My now years old Thunderbolt 3 Akitio T3TGAA0008Y000 T3-10G NIC on an Intel NUC runnign Linux Mint, is rock solid, plug and play, even back in older versions of the OS. It uses Aquantia AQC107S chipset.
I’ve tried a few Realtek devices and they all synced at 2.5 half duplex. Better to get an Aquantia device since since there don’t appear to be any USB dongles with Intel NICs in them.
@Ben: I’m not familiar with anything set up that way out-of-the-box; but I’ve had luck in the past with fabricating little DIY lightguides either out of acrylic(bent at one end to go over the LED being ‘sampled’ and then glued to the housing) or whatever plastic-core optical fiber/toslink cable the dog chewed up is cheapest(just cut a length with flat-ish ends and fasten in place; the effective data rate of a status LED is not much, so it doesn’t really matter). Definitely eats some brightness, but most contemporary status LEDs are pumped a bit too high anyway; and allows splitting off and redirecting the output of an indicator so that it is visible from two different angles.

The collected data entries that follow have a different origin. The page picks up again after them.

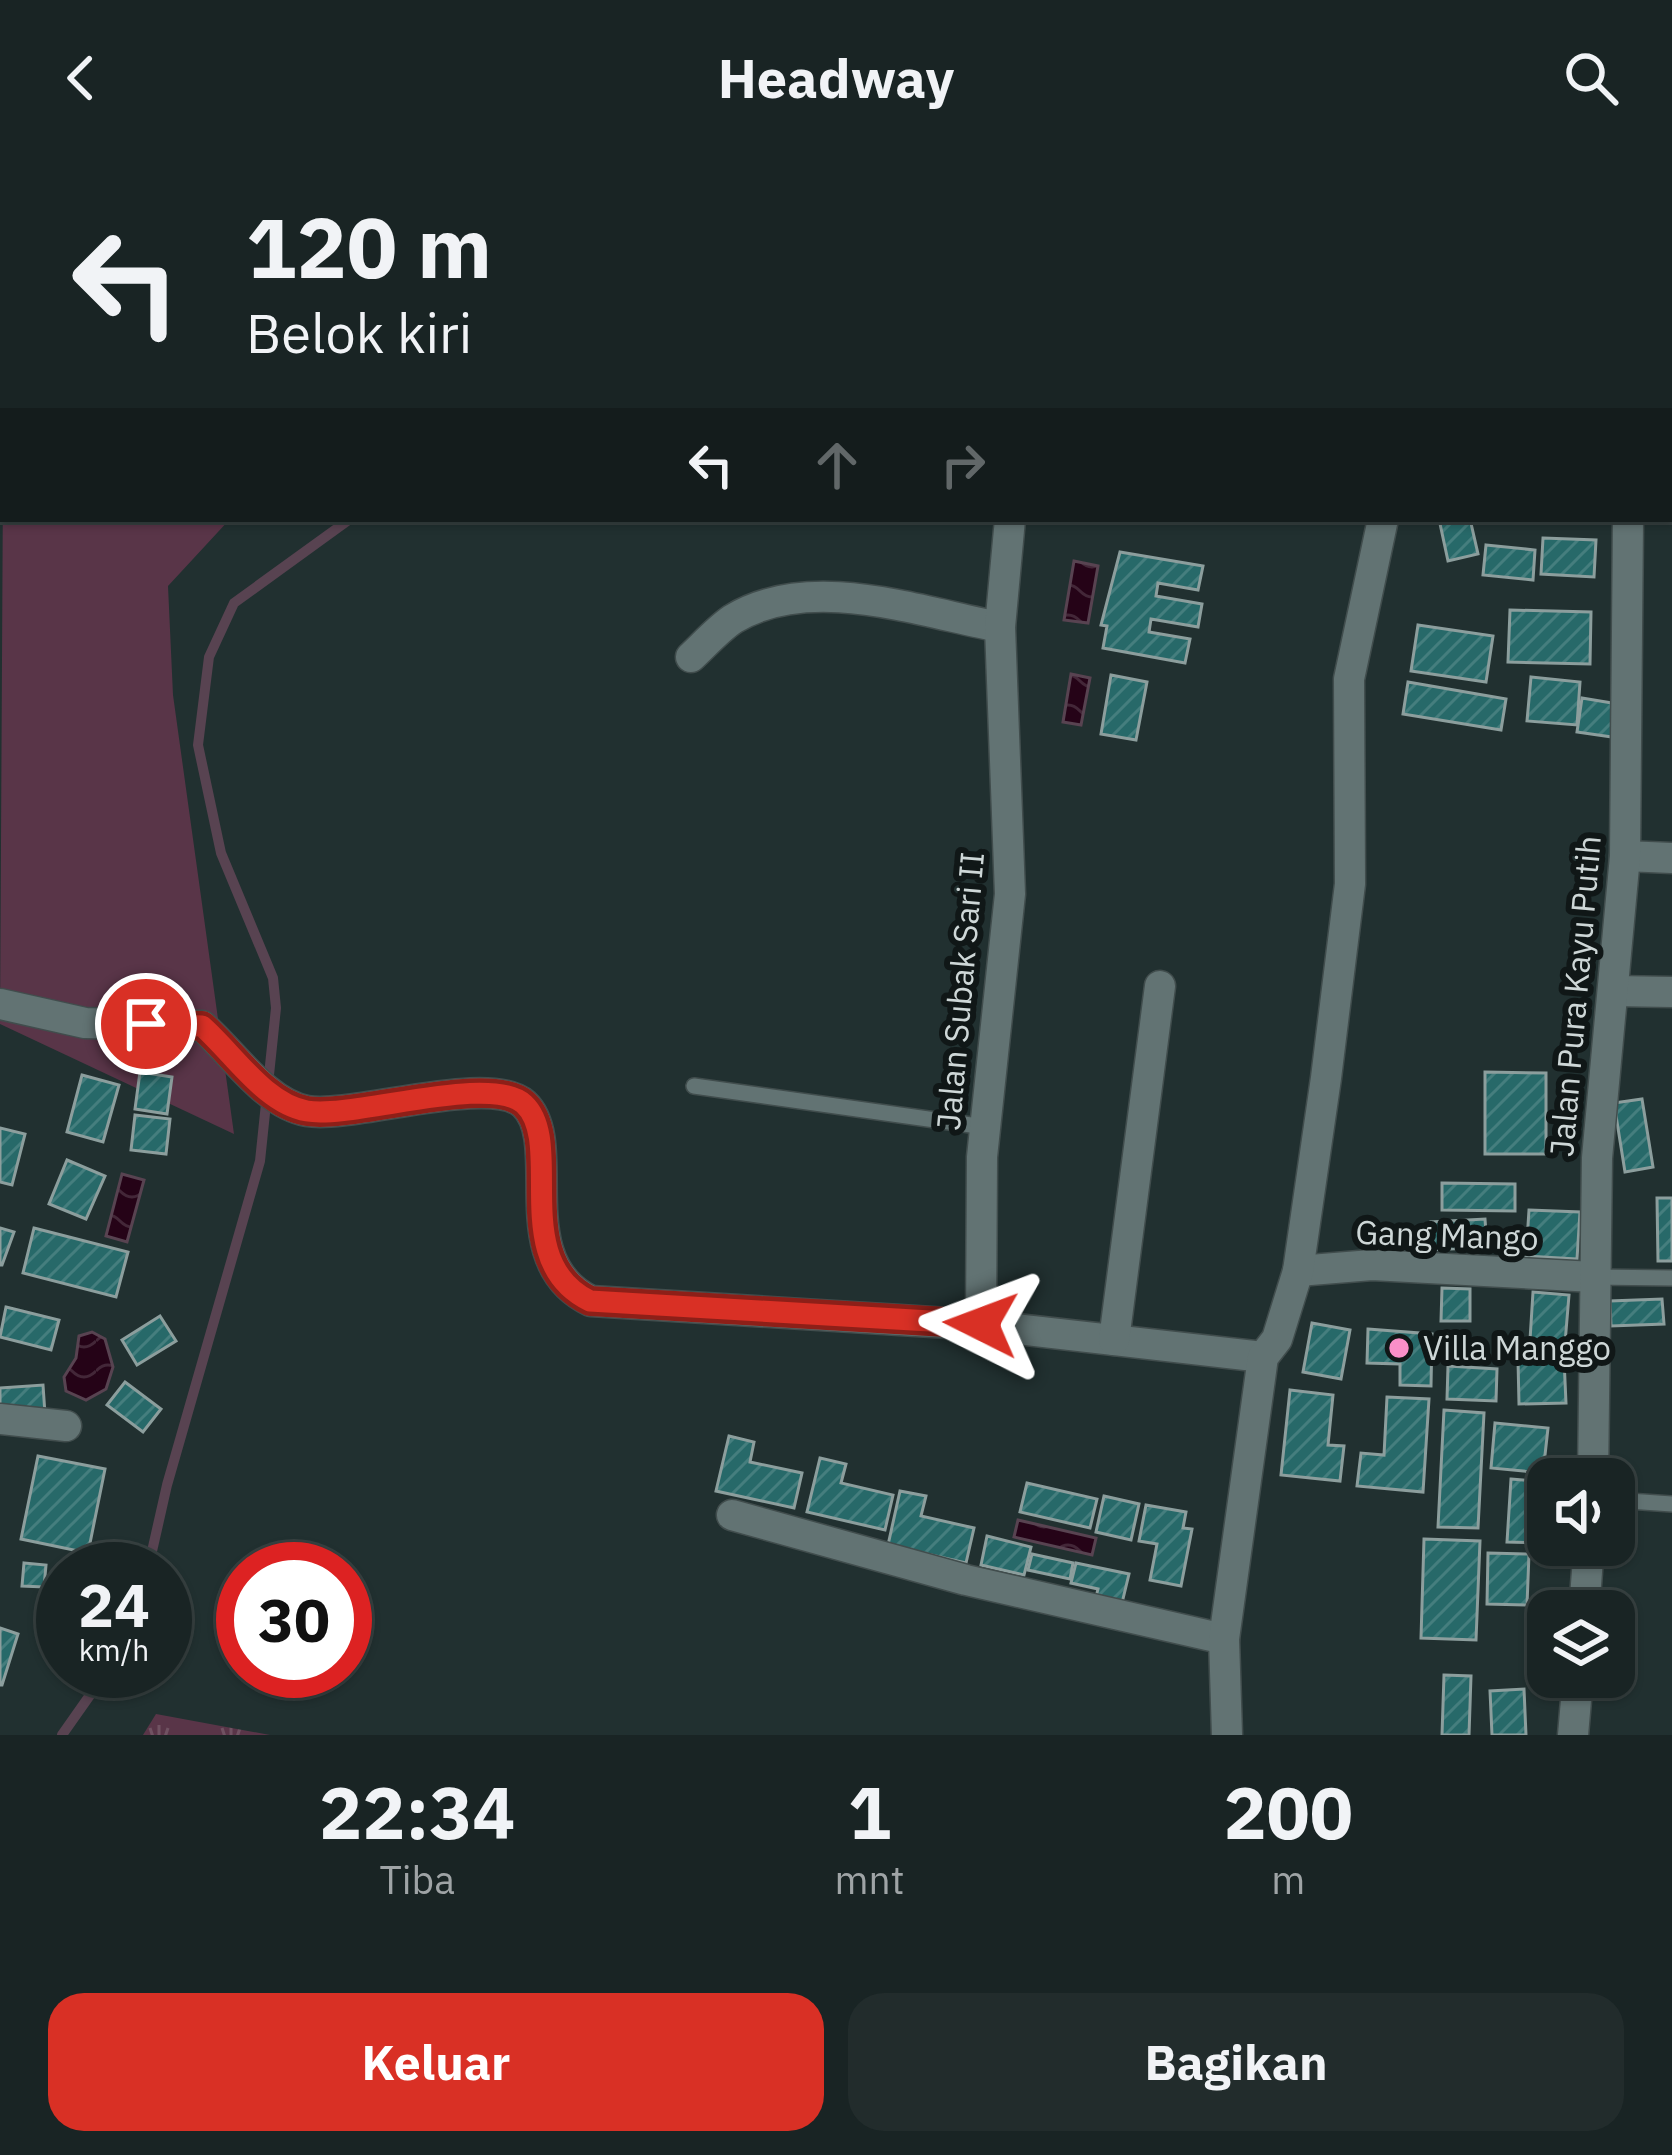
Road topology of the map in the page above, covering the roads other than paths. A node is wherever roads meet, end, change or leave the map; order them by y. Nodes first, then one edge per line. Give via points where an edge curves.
1 (1010, 522) edge
2 (1383, 522) edge
3 (1628, 522) edge
4 (1000, 627) junction
5 (691, 657) dead end
6 (1625, 856) junction
7 (1672, 858) edge
8 (1160, 986) dead end
9 (1614, 991) junction
10 (1672, 992) edge
11 (0, 1004) edge
12 (694, 1086) dead end
13 (985, 1127) junction
14 (1298, 1270) junction
15 (1594, 1277) junction
16 (1672, 1278) edge
17 (981, 1324) junction
18 (1114, 1340) junction
19 (1263, 1358) junction
20 (0, 1419) edge
21 (66, 1426) dead end
22 (1593, 1458) edge
23 (1635, 1501) edge
24 (1672, 1504) edge
25 (732, 1515) dead end
26 (1224, 1639) junction
27 (1576, 1698) edge
28 (1227, 1735) edge
29 (1573, 1735) edge

1 - 4 street, Jalan Subak Sari II
2 - 14 street via 1349,679 1350,884
3 - 6 street, Jalan Pura Kayu Putih
4 - 5 street via 855,599 799,599 734,618
4 - 13 street, Jalan Subak Sari II via 1010,894
6 - 7 street
6 - 9 street, Jalan Pura Kayu Putih
8 - 18 street
9 - 10 street
9 - 15 street, Jalan Pura Kayu Putih
11 - 17 street via 85,1023 202,1026 275,1099 308,1112 508,1096 525,1105 535,1126 550,1259 563,1284 590,1301
12 - 13 lane
13 - 17 street, Jalan Subak Sari II
14 - 15 street, Gang Mango via 1372,1265
14 - 19 street via 1277,1340
15 - 16 lane
15 - 22 street, Jalan Pura Kayu Putih
17 - 18 street
18 - 19 street
19 - 26 street
20 - 21 street
23 - 24 lane
25 - 26 street
26 - 28 street
27 - 29 street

Not something I’d want to do in bulk; but if you just need a few the cost is very low and you can get a shoddy-but-adequate job done in maybe 15 minutes; a really nice and clean one done in under an hour.
Seems the chipset of usb also matters, Lenovo T14 (ryzen) fails with any type of 2.5bge realtek (also the asus one) and Lenovo T495 (ryzen) seems to work well.
Rock solid performance and stability under linux 5.15 on any of the laptops, so I can exclude hardware issues..
tried several windows 10 drivers version and finger crossed seems that 10.43.1029.2020 (10/29/2020) seems to be stable, can’t say about the maximum speed, but at least it doesn’t disconnect anymore, so yes, crappy windows drivers!